Effect of exchange bias on the electrical resistivity of Pd doped NiMn thin films: Two-channel Kondo system

Abstract

Electrical resistivity measurements have been carried out for both flash-evaporated reentrant spin glasses (RSGs) (Ni76−xPdx)Mn24 and Ni74.5Mn23.5Pd2, as well as Ni75Mn23Pd2, a pure SG. These measurements were carried out at temperatures down to 4K. We observed a very deep resistivity minimum at about 75K for Ni74Mn24Pd2. It was found previously [Öner et al., J. Appl. Phys. 89, 7044 (2001)] that this sample shows the largest coercivity and exchange unidirectional anisotropy among these films. In addition, magnetization measurements show that this takes place just on the border of the RSG such that it could be handled as a superparamagnetic sample. Previously it was assumed that the exchange bias created in the sample between the domains plays the dominant role in the resistivity minimum. On the other hand, in order to account for the temperature dependence of the resistivity below the minimum we have analyzed these data using the Kondo, two-channel Kondo, weak localization, and Cochrane models for structural disorder based on the Anderson mechanism.
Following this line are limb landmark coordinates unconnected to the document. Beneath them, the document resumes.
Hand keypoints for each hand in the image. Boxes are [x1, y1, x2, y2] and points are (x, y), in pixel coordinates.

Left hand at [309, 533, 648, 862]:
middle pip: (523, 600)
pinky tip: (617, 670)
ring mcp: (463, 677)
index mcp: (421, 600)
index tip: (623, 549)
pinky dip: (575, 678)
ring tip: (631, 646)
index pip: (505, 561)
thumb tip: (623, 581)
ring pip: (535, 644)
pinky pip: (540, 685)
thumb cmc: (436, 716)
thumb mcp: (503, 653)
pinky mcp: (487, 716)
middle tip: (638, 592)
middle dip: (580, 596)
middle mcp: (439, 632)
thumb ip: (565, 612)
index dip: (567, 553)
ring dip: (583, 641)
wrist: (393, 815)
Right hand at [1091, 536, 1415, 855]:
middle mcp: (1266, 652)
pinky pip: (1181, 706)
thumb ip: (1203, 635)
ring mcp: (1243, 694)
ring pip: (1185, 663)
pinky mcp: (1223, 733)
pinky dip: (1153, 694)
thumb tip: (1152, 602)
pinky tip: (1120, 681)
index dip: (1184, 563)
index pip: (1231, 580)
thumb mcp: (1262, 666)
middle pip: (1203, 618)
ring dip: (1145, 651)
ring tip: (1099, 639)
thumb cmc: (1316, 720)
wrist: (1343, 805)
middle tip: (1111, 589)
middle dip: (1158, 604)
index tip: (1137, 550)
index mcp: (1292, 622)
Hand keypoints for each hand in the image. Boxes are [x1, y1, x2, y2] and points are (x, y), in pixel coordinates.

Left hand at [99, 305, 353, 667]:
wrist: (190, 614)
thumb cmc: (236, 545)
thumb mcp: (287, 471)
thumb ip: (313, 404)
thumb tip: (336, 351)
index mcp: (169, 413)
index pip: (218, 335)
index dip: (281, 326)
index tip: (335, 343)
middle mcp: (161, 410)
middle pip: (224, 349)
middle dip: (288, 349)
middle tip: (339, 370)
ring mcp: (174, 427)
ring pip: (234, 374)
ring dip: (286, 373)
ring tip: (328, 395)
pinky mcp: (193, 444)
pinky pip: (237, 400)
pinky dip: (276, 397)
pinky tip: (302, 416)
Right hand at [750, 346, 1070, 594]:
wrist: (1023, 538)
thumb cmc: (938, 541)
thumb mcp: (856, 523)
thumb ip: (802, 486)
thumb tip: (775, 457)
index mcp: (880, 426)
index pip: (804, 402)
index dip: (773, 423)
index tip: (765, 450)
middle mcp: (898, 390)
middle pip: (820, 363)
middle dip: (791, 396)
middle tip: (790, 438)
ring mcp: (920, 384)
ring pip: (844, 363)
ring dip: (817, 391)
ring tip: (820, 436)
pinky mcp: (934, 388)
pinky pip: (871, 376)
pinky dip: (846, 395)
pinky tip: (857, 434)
We have deduced that the two-channel Kondo model gives the best agreement with the data; a logarithmic temperature dependence Δρ(T)=βlog10(T∕TK), was observed at the temperatures below Tf accompanied by a resistivity behavior Δρ(T)=ρ0m(0)(1−αT1∕2), at lower temperatures. All parameters deduced from the fitting correlate consistently with the strength of the exchange anisotropy and coercivity in the RSG films, and thus provide a separate measure of the presence of antiferromagnetically coupled domains in these materials.